Zum Beispiel: Du triffst in der Kneipe jemand Nettes, der/die dich fragt, was du so machst. Du antwortest...? "Das kommt ganz darauf an, wie ich die Person einschätze. In der Regel erzähle ich Fremden nicht genau, was ich mache. Mein Portfolio ist ja groß. :-) Aber die korrekte Antwort ist 'Komponist', aber da hängt so viel anderes dran...". Äußerlicher Anlass für dieses Interview ist dein Album "Todmorden 513". Was denkt und fühlt der Komponist über den Tod? "Das Album hat ja zumindest direkt nichts mit dem Tod zu tun (Todmorden ist eine Kleinstadt in England), aber meine Einstellung ist, dass sich das Leben erst dadurch definiert, dass es den Tod gibt." Der andere Namensbestandteil beruht darauf, dass die Komposition auf 513 Akkorden beruht. Ist es überhaupt möglich, eine Tonart anzugeben? "Nein. Es gäbe die Möglichkeit, das Stück zu analysieren und so die 'Tonalität' zu erklären, aber es ist ein Stück, in dem alle zwölf Töne über alle Oktaven im Prinzip gleichberechtigt vorkommen."
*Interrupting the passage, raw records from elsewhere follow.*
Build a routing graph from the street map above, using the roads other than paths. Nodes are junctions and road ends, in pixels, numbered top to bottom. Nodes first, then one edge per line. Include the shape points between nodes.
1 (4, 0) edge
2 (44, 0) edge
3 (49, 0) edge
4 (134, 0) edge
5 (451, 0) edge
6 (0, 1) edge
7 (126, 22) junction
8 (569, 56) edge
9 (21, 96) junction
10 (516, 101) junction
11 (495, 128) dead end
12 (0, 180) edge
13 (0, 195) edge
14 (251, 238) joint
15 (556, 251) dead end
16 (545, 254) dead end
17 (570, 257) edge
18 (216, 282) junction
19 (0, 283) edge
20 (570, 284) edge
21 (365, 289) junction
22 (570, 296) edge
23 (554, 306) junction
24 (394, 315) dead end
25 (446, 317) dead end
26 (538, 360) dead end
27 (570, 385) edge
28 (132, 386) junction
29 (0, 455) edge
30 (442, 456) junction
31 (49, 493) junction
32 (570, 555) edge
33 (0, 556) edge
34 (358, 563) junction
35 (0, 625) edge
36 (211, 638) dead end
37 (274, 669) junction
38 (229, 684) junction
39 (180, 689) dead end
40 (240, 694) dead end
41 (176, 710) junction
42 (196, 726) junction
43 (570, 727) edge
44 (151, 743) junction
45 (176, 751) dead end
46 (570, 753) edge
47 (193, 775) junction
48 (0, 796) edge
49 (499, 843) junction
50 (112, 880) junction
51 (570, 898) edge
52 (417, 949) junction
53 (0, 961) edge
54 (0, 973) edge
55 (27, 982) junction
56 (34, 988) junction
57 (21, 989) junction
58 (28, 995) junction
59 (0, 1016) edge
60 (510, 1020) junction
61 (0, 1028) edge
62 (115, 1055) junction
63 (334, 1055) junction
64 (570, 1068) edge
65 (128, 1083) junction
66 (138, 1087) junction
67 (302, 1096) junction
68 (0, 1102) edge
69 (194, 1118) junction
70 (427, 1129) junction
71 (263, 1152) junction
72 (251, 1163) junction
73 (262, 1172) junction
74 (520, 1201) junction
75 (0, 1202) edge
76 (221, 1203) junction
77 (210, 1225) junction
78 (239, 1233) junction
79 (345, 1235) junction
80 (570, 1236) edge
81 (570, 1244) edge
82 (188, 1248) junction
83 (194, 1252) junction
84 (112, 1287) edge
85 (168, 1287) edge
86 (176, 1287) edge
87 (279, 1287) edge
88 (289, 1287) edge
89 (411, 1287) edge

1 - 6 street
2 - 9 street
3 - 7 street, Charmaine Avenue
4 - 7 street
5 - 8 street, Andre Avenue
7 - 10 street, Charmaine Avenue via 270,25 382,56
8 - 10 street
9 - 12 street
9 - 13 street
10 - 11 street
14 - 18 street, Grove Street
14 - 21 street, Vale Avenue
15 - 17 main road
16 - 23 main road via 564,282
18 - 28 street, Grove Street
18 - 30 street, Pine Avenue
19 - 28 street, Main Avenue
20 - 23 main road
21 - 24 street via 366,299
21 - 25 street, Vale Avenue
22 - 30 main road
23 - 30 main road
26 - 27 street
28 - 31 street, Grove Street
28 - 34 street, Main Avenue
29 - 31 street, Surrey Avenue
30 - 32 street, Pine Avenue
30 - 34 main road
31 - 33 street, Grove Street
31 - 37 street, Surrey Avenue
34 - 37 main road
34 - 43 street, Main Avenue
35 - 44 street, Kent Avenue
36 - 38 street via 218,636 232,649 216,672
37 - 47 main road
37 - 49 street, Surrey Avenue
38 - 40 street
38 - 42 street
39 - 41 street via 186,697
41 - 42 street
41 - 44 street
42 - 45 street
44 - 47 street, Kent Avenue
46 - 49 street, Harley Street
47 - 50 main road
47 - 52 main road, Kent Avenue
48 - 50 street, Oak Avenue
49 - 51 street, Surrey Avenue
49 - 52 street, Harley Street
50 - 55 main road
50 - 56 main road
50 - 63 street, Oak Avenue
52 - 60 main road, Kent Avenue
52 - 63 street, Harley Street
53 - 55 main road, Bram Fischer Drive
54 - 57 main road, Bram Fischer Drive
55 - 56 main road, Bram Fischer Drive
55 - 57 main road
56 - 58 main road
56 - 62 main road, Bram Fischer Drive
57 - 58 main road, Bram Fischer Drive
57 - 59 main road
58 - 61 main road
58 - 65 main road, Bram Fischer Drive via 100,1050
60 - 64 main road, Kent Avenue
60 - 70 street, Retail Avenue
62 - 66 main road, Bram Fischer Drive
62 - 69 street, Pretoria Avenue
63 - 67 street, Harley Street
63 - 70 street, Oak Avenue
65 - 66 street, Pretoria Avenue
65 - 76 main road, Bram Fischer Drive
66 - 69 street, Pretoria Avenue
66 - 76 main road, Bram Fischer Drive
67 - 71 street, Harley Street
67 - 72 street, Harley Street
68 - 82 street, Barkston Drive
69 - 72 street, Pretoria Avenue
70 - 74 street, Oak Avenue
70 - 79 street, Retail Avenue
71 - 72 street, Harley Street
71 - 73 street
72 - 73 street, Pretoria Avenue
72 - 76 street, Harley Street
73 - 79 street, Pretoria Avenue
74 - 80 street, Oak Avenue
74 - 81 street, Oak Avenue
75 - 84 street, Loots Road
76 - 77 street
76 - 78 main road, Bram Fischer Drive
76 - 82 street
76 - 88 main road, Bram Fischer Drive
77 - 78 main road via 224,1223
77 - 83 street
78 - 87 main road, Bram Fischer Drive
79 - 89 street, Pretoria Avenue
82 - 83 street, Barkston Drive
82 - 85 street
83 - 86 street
In der vom Rolling Stone-Autor Michael Lösl einfühlsam verfassten Label-Info ist von "algorithmischer" und "generativer Komposition" die Rede - gibt es hier Berührungspunkte zur generativen Transformationsgrammatik (Chomsky u. Co.) und wie verhält sich dieser Ansatz zur Zwölftonmusik (die du vermutlich spätestens bei Karlheinz Strattmans intensiv kennengelernt hast)? "Ja, den Bezug zu Chomsky gibt es. Ich bin ja auch Diplom-Psychologe und meine gesamte Bildung hat großen Einfluss auf mein kreatives Werk. Über das Verhältnis von Zwölftonmusik zu meiner Kompositionstechnik ließe sich ein Buch schreiben, aber kurz gesagt ist der Hauptunterschied, dass mein Ansatz auf einer höheren, logischen Ebene ansetzt. Die Idee ist gleich, aber ich beziehe sie auf andere musikalische Einheiten."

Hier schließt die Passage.